OZ Minerals is a mining company based in Adelaide, South Australia.

History
OZ Minerals was formed on 1 July 2008 when Oxiana and Zinifex merged.

In February 2009 a takeover offer by China Minmetals was recommenced for acceptance by Oz Mineral's board of directors. The proposal was one of three high-profile moves by Chinese firms to acquire stakes in the Australian mineral sector in early 2009. The China Minmetals offer along with other proposed purchases, especially the stake in Rio Tinto planned by Chinalco, caused great public furore, adding political pressure to block Minmetals. In March 2009 the Government of Australia blocked the sale, citing national security concerns about the proximity of the Prominent Hill Mine to the RAAF Woomera Range Complex. A revised deal that excluded Prominent Hill was approved in April 2009.

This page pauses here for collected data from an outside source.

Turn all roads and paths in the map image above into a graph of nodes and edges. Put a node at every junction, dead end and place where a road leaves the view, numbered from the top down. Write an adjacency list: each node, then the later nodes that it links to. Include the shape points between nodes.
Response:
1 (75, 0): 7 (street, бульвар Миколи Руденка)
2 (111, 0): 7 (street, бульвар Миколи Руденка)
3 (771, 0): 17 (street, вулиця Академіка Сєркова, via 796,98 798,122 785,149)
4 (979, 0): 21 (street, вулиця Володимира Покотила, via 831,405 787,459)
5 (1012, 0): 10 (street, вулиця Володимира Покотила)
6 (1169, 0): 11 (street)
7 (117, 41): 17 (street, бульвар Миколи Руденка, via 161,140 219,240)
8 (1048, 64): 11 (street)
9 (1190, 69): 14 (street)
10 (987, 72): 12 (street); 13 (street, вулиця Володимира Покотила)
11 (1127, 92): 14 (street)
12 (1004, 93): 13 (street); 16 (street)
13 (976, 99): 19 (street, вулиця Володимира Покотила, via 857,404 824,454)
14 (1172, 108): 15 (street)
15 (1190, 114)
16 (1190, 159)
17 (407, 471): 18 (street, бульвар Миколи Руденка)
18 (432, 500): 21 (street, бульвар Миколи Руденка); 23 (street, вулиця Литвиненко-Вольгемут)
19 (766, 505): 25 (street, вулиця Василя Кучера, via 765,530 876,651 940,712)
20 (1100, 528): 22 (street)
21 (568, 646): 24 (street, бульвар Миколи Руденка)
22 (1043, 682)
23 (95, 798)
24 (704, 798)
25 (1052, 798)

In June 2009 China Minmetals' Australian assets were spun off to form MMG. The Martabe gold project in Indonesia was sold to China Sci-Tech Holdings in the same month.

In 2015, with its activities concentrated on the Prominent Hill mine and the nearby Carapateena prospect in South Australia, OZ Minerals moved its headquarters from Melbourne to Adelaide. in 2016, OZ Minerals commenced construction of its Carapateena mine.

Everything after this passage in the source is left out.